Industry Research : Call Centres Make Gains from India’s Weaknesses
South African entrepreneurs are taking advantage of the gulf left by weak and failing call centres in India, according to Cape Town-based Full Circle SA.
Full Circle claims its business process outsourcing model could create up to 30000 jobs over the next five years.
"It is fairly well documented that outsourced call centres to India are on the wane as cultural or language … barriers often translate into eroded brand equity as the customer service element falls down," spokeswoman Rachel Irvine said yesterday.
The Department of Trade and Industry has earmarked business process outsourcing as a source of entry-level work opportunities, with the potential to create 100000 jobs and contribute up to R1bn to SA’s gross domestic product.
In its industrial policy action plan document, the department said that in 2004 the global business process outsourcing industry was forecast to grow at 50% a year over five years, resulting in growth of between $50bn and $60bn. This presented a window of opportunity for SA to realise significant value by developing this sector of the economy.
The government’s new National Development Plan aims to create 11- million jobs by 2030, many of them expected from small businesses.
Alexander Overtoom, a founder of The Hub, which provides internet access and office space to entrepreneurs in the social housing field, told a meeting to mark global entrepreneur week in Johannesburg on Tuesday that they often found tenders went to big businesses.
"There is much red tape for entrepreneurs. It is not easy to get bank loans and support if your idea does not fall within industries that investors are comfortable with in SA. The Hub looks at unconventional ideas," he said.
Full Circle believed it had got around the red tape, Ms Irvine said. It had created a "model office" concept which let international companies test whether they liked the idea. She said Bloomberg and Amazon had implemented the model and had recognised that outsourcing call centres to India was not as effective as had been first believed.

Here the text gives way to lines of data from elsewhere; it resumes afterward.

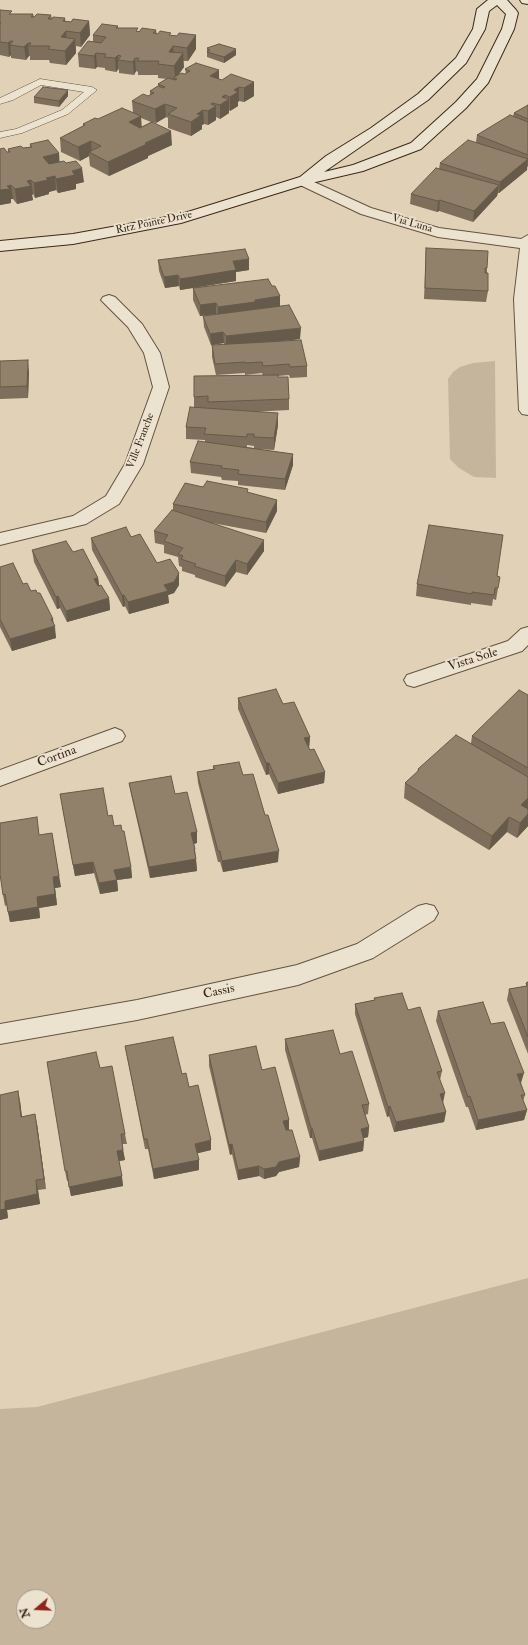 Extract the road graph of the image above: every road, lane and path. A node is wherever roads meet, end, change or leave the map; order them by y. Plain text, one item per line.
1 (496, 0) edge
2 (500, 0) edge
3 (423, 98) junction
4 (0, 101) edge
5 (461, 105) junction
6 (0, 135) edge
7 (303, 181) junction
8 (527, 242) edge
9 (0, 246) edge
10 (109, 300) dead end
11 (528, 410) edge
12 (0, 539) edge
13 (528, 634) edge
14 (414, 680) dead end
15 (115, 736) dead end
16 (0, 778) edge
17 (426, 913) dead end
18 (0, 1034) edge

1 - 3 street, Ritz Pointe Drive
2 - 5 street, Ritz Pointe Drive
3 - 5 street
3 - 7 street, Ritz Pointe Drive
4 - 6 lane
5 - 7 street, Ritz Pointe Drive
7 - 8 street, Via Luna
7 - 9 street, Ritz Pointe Drive
8 - 11 street
10 - 12 street, Ville Franche
13 - 14 street, Vista Sole
15 - 16 street, Cortina
17 - 18 street, Cassis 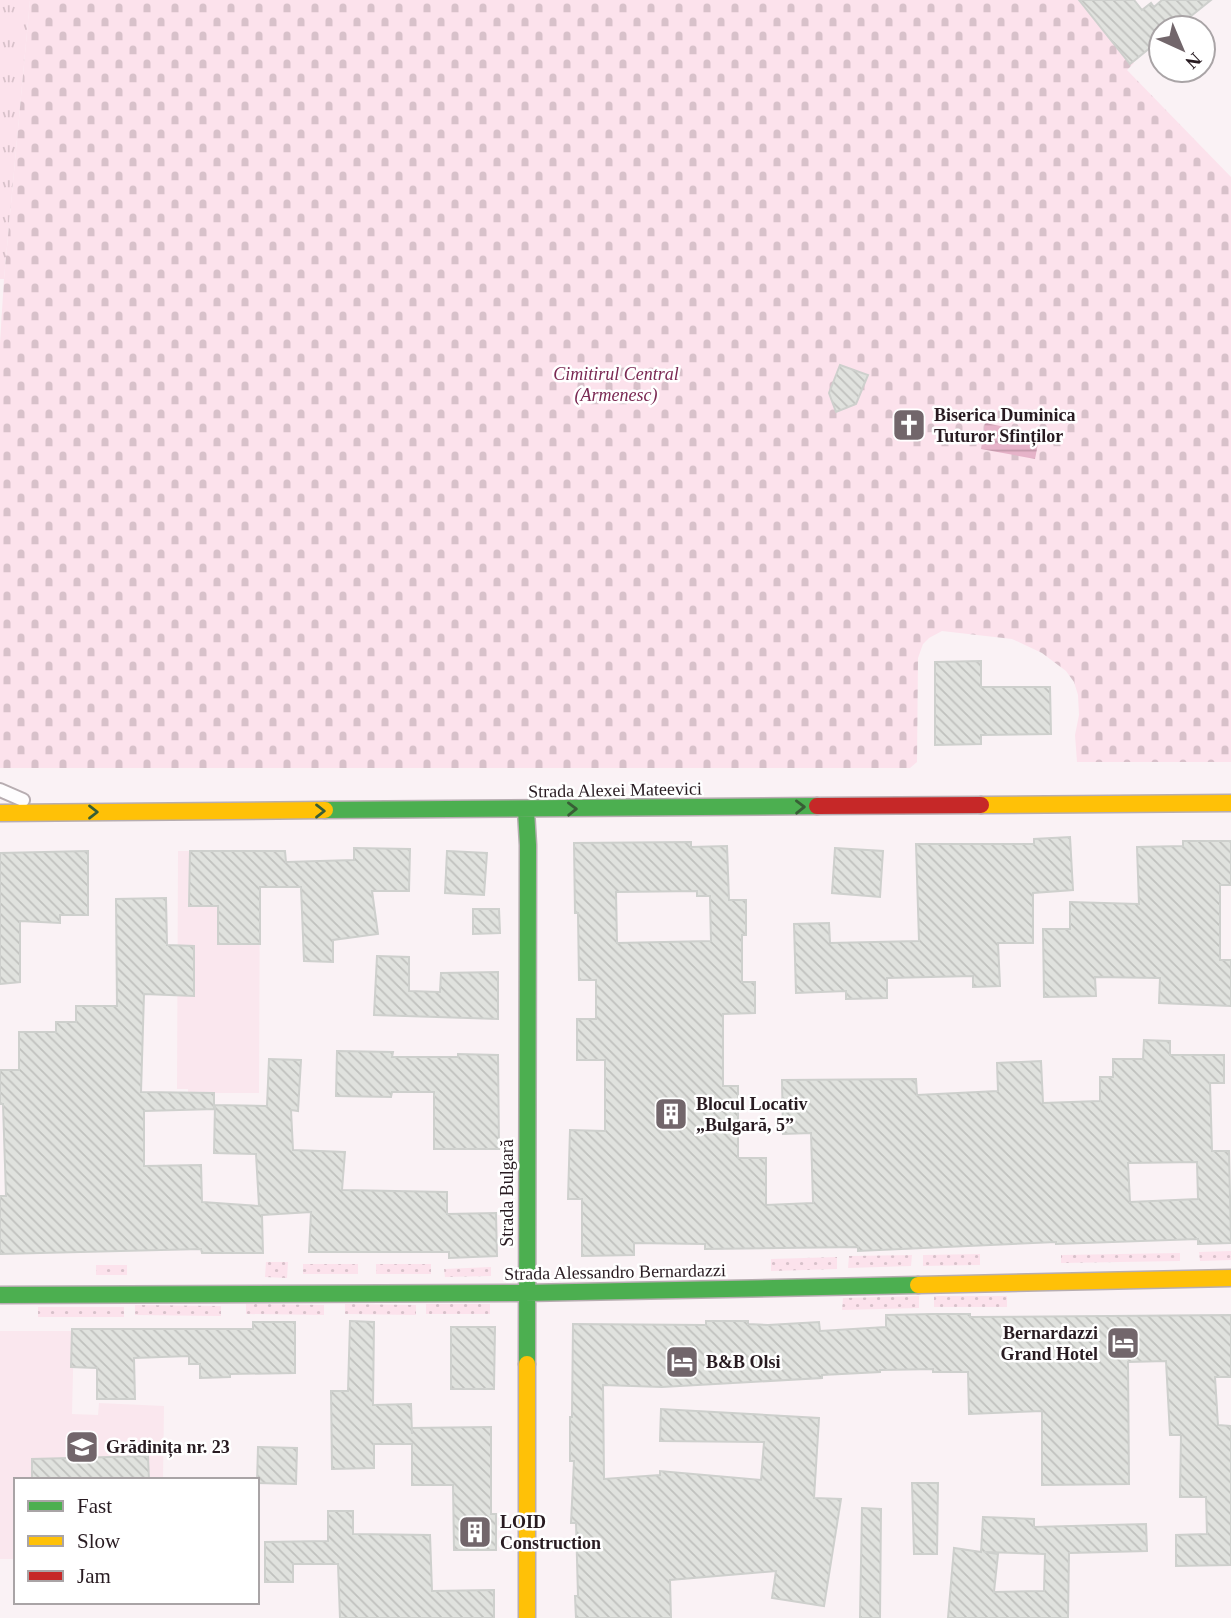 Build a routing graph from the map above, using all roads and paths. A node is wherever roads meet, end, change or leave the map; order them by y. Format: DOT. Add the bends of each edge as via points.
graph roads {
  1 [pos="0,790"];
  2 [pos="1231,803"];
  3 [pos="526,810"];
  4 [pos="0,813"];
  5 [pos="52,813"];
  6 [pos="1231,1278"];
  7 [pos="525,1293"];
  8 [pos="0,1295"];
  9 [pos="527,1618"];
  1 -- 5 [label="lane"];
  3 -- 2 [label="street, Strada Alexei Mateevici, one-way"];
  5 -- 3 [label="street, Strada Alexei Mateevici, one-way"];
  3 -- 7 [label="street, Strada Bulgară"];
  4 -- 5 [label="street, Strada Alexei Mateevici"];
  6 -- 7 [label="street, Strada Alessandro Bernardazzi"];
  7 -- 8 [label="street, Strada Alessandro Bernardazzi"];
  7 -- 9 [label="street, Strada Bulgară"];
}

In the current economic climate, large corporations in the UK, Europe and US wanted to outsource call centres to cheaper labour centres but were wary of repeating large capital expenditure "unless the fit is right", she said.
While conceding that the business process outsourcing industry had created about 10000 jobs in SA, South African Chamber of Commerce and Industry CEO Neren Rau said labour costs were too high for the country to be competitive.
"We missed the call centre boom and we are also left with labour laws which are very restrictive. New amendments want to limit temporary labour, but call centres often use temporary labour," he said.